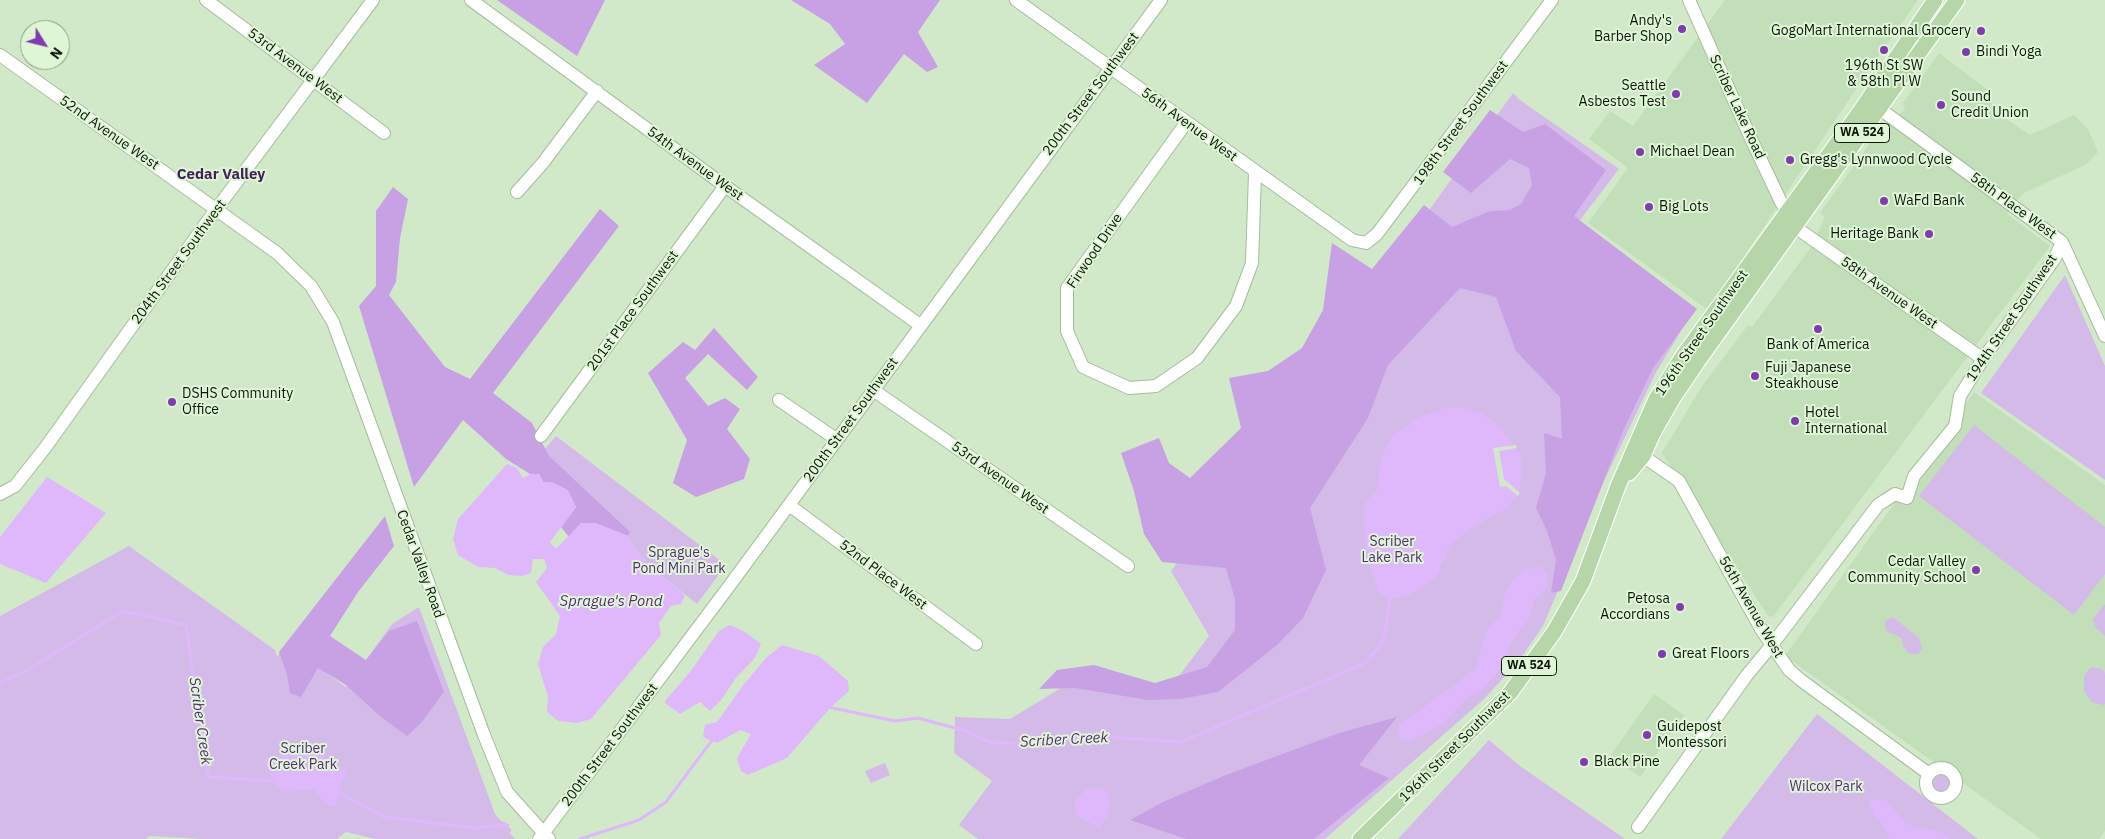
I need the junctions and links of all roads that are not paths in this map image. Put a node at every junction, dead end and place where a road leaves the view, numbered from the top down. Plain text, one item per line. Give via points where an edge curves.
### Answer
1 (206, 0) edge
2 (372, 0) edge
3 (472, 0) edge
4 (1016, 0) edge
5 (1161, 0) edge
6 (1552, 0) edge
7 (1689, 0) edge
8 (1935, 0) edge
9 (1946, 0) edge
10 (1957, 0) edge
11 (1943, 18) junction
12 (0, 55) edge
13 (1110, 68) junction
14 (313, 79) junction
15 (1879, 83) junction
16 (597, 91) junction
17 (1880, 110) junction
18 (1186, 123) junction
19 (384, 133) dead end
20 (1255, 173) junction
21 (725, 186) junction
22 (517, 192) dead end
23 (216, 209) junction
24 (1787, 214) junction
25 (1795, 227) junction
26 (2062, 242) junction
27 (1366, 243) joint
28 (311, 286) joint
29 (920, 325) junction
30 (2105, 336) edge
31 (1983, 359) junction
32 (873, 390) junction
33 (780, 400) dead end
34 (1652, 407) junction
35 (540, 436) dead end
36 (836, 440) junction
37 (1643, 456) junction
38 (1618, 486) junction
39 (0, 494) edge
40 (789, 505) junction
41 (1128, 566) dead end
42 (976, 644) dead end
43 (1771, 646) junction
44 (1929, 774) dead end
45 (1638, 827) dead end
46 (544, 837) edge
47 (1360, 839) edge

1 - 14 street, 53rd Avenue West
2 - 14 street, 204th Street Southwest
3 - 16 street, 54th Avenue West
4 - 13 street, 56th Avenue West
5 - 13 street, 200th Street Southwest
6 - 27 street, 198th Street Southwest via 1377,234
7 - 24 street, Scriber Lake Road
8 - 15 main road, 196th Street Southwest
9 - 11 main road
10 - 11 main road, 196th Street Southwest / WA 524
11 - 17 main road, 196th Street Southwest / WA 524
12 - 23 street, 52nd Avenue West
13 - 18 street, 56th Avenue West
13 - 29 street, 200th Street Southwest
14 - 19 street, 53rd Avenue West
14 - 23 street, 204th Street Southwest
15 - 17 main road via 1882,87 1876,105
15 - 24 main road, 196th Street Southwest
16 - 21 street, 54th Avenue West
16 - 22 street
17 - 25 main road, 196th Street Southwest / WA 524
17 - 26 street, 58th Place West
18 - 20 street, 56th Avenue West
18 - 20 street, Firwood Drive via 1067,288 1067,331 1083,367 1129,388 1156,386 1197,358 1236,306 1252,263
20 - 27 street, 56th Avenue West via 1352,240
21 - 29 street, 54th Avenue West
21 - 35 street, 201st Place Southwest
23 - 28 street, 52nd Avenue West via 277,254
23 - 39 street, 204th Street Southwest via 45,448 15,486
24 - 25 street
24 - 34 main road, 196th Street Southwest via 1683,356
25 - 31 street, 58th Avenue West
25 - 37 main road, 196th Street Southwest / WA 524 via 1673,398
26 - 30 street, 58th Place West
26 - 31 street, 194th Street Southwest via 2055,258
28 - 46 street, Cedar Valley Road via 333,322 507,792
29 - 32 street, 200th Street Southwest
31 - 43 street, 194th Street Southwest via 1960,396 1955,426 1914,476 1907,498 1895,494 1878,505
32 - 36 street, 200th Street Southwest
32 - 41 street, 53rd Avenue West
33 - 36 street
34 - 37 main road via 1653,416 1641,446
34 - 38 main road, 196th Street Southwest
36 - 40 street, 200th Street Southwest
37 - 38 main road, 196th Street Southwest / WA 524
37 - 43 street, 56th Avenue West via 1679,481
38 - 47 main road, 196th Street Southwest / WA 524 via 1583,581 1554,632 1515,686
40 - 42 street, 52nd Place West
40 - 46 street, 200th Street Southwest
43 - 44 street, 56th Avenue West via 1802,681
43 - 45 street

==*==

Task objective:
Would you write out all of the records exactly, omitting the pictures?

Finished exercise:
I need the junctions and links of all roads that are not paths in this map image. Put a node at every junction, dead end and place where a road leaves the view, numbered from the top down. Plain text, one item per line. Give via points where an edge curves.
### Answer
1 (206, 0) edge
2 (372, 0) edge
3 (472, 0) edge
4 (1016, 0) edge
5 (1161, 0) edge
6 (1552, 0) edge
7 (1689, 0) edge
8 (1935, 0) edge
9 (1946, 0) edge
10 (1957, 0) edge
11 (1943, 18) junction
12 (0, 55) edge
13 (1110, 68) junction
14 (313, 79) junction
15 (1879, 83) junction
16 (597, 91) junction
17 (1880, 110) junction
18 (1186, 123) junction
19 (384, 133) dead end
20 (1255, 173) junction
21 (725, 186) junction
22 (517, 192) dead end
23 (216, 209) junction
24 (1787, 214) junction
25 (1795, 227) junction
26 (2062, 242) junction
27 (1366, 243) joint
28 (311, 286) joint
29 (920, 325) junction
30 (2105, 336) edge
31 (1983, 359) junction
32 (873, 390) junction
33 (780, 400) dead end
34 (1652, 407) junction
35 (540, 436) dead end
36 (836, 440) junction
37 (1643, 456) junction
38 (1618, 486) junction
39 (0, 494) edge
40 (789, 505) junction
41 (1128, 566) dead end
42 (976, 644) dead end
43 (1771, 646) junction
44 (1929, 774) dead end
45 (1638, 827) dead end
46 (544, 837) edge
47 (1360, 839) edge

1 - 14 street, 53rd Avenue West
2 - 14 street, 204th Street Southwest
3 - 16 street, 54th Avenue West
4 - 13 street, 56th Avenue West
5 - 13 street, 200th Street Southwest
6 - 27 street, 198th Street Southwest via 1377,234
7 - 24 street, Scriber Lake Road
8 - 15 main road, 196th Street Southwest
9 - 11 main road
10 - 11 main road, 196th Street Southwest / WA 524
11 - 17 main road, 196th Street Southwest / WA 524
12 - 23 street, 52nd Avenue West
13 - 18 street, 56th Avenue West
13 - 29 street, 200th Street Southwest
14 - 19 street, 53rd Avenue West
14 - 23 street, 204th Street Southwest
15 - 17 main road via 1882,87 1876,105
15 - 24 main road, 196th Street Southwest
16 - 21 street, 54th Avenue West
16 - 22 street
17 - 25 main road, 196th Street Southwest / WA 524
17 - 26 street, 58th Place West
18 - 20 street, 56th Avenue West
18 - 20 street, Firwood Drive via 1067,288 1067,331 1083,367 1129,388 1156,386 1197,358 1236,306 1252,263
20 - 27 street, 56th Avenue West via 1352,240
21 - 29 street, 54th Avenue West
21 - 35 street, 201st Place Southwest
23 - 28 street, 52nd Avenue West via 277,254
23 - 39 street, 204th Street Southwest via 45,448 15,486
24 - 25 street
24 - 34 main road, 196th Street Southwest via 1683,356
25 - 31 street, 58th Avenue West
25 - 37 main road, 196th Street Southwest / WA 524 via 1673,398
26 - 30 street, 58th Place West
26 - 31 street, 194th Street Southwest via 2055,258
28 - 46 street, Cedar Valley Road via 333,322 507,792
29 - 32 street, 200th Street Southwest
31 - 43 street, 194th Street Southwest via 1960,396 1955,426 1914,476 1907,498 1895,494 1878,505
32 - 36 street, 200th Street Southwest
32 - 41 street, 53rd Avenue West
33 - 36 street
34 - 37 main road via 1653,416 1641,446
34 - 38 main road, 196th Street Southwest
36 - 40 street, 200th Street Southwest
37 - 38 main road, 196th Street Southwest / WA 524
37 - 43 street, 56th Avenue West via 1679,481
38 - 47 main road, 196th Street Southwest / WA 524 via 1583,581 1554,632 1515,686
40 - 42 street, 52nd Place West
40 - 46 street, 200th Street Southwest
43 - 44 street, 56th Avenue West via 1802,681
43 - 45 street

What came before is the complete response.